Grandmother North, trim and neat, her silver hair carefully waved and her gold locket pinned upon her dark silk blouse, was preparing tea. She looked as serene and competent as if she were entertaining one or two of her old Caxley friends. Only the flush upon her cheeks gave any hint of her excitement at this invasion.

'Where are we having it?' asked Joan, lifting the tray.

'In the drawing-room, of course,' responded her grandmother. 'Where else?'

'I thought—with so many of us,' faltered Joan, 'that we might have it here, or set it in the dining-room.'

'Just because we're about to go to war,' said Grandma North with hauteur, 'it doesn't follow that we have to lower our standards.'

She poured boiling water into the silver tea pot, and Joan could not help remembering the advertisement which she had read in
The Caxley Chronicle
that morning. Side by side with injunctions to do without, and to tackle one's own repairs in order to leave men free for war work, was the usual story from a local employment agency.

'Patronised by the Nobility and Gentry,' ran the heading, followed by:

'Titled lady requires reliable butler and housekeeper. 4 in family. 3 resident staff.'

There was a touch of this divine lunacy about her grandmother, thought Joan with amusement, and gave her a quick peck of appreciation.

'Mind my hair, dear,' said Mrs North automatically, and picking up the teapot she advanced to meet her guests.

'We're going to be a pretty rum household,' was Joan's private and unspoken comment as she surveyed the party when they were gathered together. Grandma North sat very upright behind the tea tray. Her mother, plump and kindly, carried food to the visitors, while she herself did her best to put the young mother at her ease and to cope with Bobby's insatiable
demands for attention. This fat two-year-old was going to cause more damage at Rose Lodge than the rest of them put together, Joan surmised.

Already he had wiped a wet chocolate biscuit along the cream chintz of the armchair, and tipped a generous dollop of milk into his mother's lap, his own shoes and Joan's. Now he was busy hammering bread and butter into the carpet with a small, greasy and powerful fist. His mother made pathetic and ineffectual attempts to control him.

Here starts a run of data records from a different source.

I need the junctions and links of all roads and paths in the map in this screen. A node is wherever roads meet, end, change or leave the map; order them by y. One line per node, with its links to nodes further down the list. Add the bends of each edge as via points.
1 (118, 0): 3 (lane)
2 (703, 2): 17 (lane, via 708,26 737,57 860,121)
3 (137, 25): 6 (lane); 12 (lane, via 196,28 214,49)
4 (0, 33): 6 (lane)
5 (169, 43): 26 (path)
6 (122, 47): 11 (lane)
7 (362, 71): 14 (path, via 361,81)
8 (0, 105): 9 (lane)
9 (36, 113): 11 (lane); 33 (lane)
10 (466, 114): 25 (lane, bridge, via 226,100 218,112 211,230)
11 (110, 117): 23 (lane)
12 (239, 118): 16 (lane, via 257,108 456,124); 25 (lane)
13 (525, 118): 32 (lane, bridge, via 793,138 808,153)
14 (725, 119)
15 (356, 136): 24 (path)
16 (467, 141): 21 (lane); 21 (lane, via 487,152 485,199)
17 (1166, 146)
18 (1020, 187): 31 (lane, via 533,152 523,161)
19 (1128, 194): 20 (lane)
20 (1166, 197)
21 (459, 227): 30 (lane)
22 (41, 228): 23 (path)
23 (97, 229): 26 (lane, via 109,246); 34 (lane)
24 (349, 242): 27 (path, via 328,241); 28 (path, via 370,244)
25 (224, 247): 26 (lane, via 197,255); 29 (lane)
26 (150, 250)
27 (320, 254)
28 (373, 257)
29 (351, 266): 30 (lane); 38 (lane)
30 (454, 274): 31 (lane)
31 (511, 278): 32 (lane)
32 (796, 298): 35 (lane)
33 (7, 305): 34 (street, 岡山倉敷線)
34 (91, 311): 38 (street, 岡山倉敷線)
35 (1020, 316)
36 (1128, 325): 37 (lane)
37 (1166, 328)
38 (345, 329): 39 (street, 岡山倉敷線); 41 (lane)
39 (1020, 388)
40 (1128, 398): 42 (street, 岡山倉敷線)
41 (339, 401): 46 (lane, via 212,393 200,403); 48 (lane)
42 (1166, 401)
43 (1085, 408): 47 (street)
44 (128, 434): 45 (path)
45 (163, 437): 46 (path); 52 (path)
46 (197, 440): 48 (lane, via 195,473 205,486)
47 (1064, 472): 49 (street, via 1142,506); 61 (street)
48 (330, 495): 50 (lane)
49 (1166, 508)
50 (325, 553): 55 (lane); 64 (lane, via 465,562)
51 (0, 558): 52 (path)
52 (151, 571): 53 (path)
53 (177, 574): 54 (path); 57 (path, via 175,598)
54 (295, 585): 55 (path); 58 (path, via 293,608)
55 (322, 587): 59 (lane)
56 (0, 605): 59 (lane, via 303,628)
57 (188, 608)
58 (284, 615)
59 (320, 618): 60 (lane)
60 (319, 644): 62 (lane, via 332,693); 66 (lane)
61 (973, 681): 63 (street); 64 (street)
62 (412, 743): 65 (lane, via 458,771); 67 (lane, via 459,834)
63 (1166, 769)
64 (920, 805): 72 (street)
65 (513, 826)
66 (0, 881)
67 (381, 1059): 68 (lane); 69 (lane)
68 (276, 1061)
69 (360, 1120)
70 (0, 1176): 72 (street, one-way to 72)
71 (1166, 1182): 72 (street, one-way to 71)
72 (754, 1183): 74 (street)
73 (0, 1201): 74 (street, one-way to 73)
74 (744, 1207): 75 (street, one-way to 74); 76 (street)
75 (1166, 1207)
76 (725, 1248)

'Oh, you are a naughty boy, Bobby! Look at the lady's floor! Give over now!'

'Please don't worry,' said Grandma North, a shade frostily. 'We can easily clean it up later.'

Joan felt sorry for the young mother. Exhausted with travelling, parted from a husband who had rejoined his ship the day before, and wholly overwhelmed by all that had befallen her, she seemed near to tears. As soon as was decently possible, she hurried Bobby upstairs to bed and made her escape.

Mrs Forbes, the older teacher, seemed a sensible pleasant person, though from the glint in her eye as she surveyed Bobby's tea-time activities, it was plain that she would have made use of a sharp slap or two to restrain that young gentleman. Her companion, Maisie Hunter, was a fresh-faced curly-haired individual whose appetite, Joan noticed, was as healthy as her own.

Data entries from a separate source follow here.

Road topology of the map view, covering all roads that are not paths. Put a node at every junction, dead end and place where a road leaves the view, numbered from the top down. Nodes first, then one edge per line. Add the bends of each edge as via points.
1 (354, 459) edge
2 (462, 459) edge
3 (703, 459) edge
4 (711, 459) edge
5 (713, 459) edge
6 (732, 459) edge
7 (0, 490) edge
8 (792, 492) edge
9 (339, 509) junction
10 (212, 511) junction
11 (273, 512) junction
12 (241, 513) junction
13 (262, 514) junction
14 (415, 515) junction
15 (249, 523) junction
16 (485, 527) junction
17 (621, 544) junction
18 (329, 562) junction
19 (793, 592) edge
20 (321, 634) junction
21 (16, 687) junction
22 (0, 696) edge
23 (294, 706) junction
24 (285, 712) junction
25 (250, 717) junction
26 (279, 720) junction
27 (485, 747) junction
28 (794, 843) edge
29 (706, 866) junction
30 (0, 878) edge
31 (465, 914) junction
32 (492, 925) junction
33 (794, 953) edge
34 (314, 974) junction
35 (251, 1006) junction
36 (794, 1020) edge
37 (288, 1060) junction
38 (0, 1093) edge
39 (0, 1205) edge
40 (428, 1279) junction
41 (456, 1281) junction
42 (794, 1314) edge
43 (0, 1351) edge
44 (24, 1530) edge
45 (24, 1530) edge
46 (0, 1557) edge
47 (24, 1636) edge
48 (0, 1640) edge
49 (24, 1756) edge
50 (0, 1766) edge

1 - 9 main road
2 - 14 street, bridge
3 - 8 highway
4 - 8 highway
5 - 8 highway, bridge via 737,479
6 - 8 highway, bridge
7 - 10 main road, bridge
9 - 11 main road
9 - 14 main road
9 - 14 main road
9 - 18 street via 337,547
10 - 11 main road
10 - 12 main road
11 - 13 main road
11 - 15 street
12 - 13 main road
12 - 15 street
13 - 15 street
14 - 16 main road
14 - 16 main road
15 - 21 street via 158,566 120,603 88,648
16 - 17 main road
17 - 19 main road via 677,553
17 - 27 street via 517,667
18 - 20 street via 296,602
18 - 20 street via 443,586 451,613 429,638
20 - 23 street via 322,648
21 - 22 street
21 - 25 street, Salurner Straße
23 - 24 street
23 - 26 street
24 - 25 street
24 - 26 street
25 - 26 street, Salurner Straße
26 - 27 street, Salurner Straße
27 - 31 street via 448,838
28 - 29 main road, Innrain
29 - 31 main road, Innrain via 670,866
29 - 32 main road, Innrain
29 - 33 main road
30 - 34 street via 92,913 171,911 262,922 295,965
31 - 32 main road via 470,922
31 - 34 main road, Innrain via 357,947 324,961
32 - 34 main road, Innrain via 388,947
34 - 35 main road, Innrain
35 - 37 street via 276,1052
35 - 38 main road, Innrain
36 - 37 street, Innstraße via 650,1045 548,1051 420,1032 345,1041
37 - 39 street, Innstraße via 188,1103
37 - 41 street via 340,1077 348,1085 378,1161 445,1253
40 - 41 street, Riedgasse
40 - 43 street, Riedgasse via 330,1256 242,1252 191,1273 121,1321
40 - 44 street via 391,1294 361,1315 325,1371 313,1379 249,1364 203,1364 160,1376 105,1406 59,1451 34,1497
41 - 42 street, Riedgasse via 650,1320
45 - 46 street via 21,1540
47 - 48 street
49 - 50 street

How would they all shake down together, she wondered, six women, and two babies—well, one baby and a two-year-old fiend might be a more precise definition—under the roof of Rose Lodge? Time alone would tell.

4. War Breaks Out

B
Y SUNDAY MORNING
, the visitors at Rose Lodge appeared to have settled down. This was by no means general in Caxley. Already, much to the billeting authorities' dismay, some mothers and children were making their way back to the danger zone in preference to the dullness of country living. Others were making plans to be fetched back to civilisation during the week. Their hosts were torn between relief and the guilty feeling that they had failed in their allotted task of welcoming those in need.

The early news on the wireless said that the Prime Minister would speak at eleven-fifteen, and Mrs North invited the household to assemble in the drawing-room.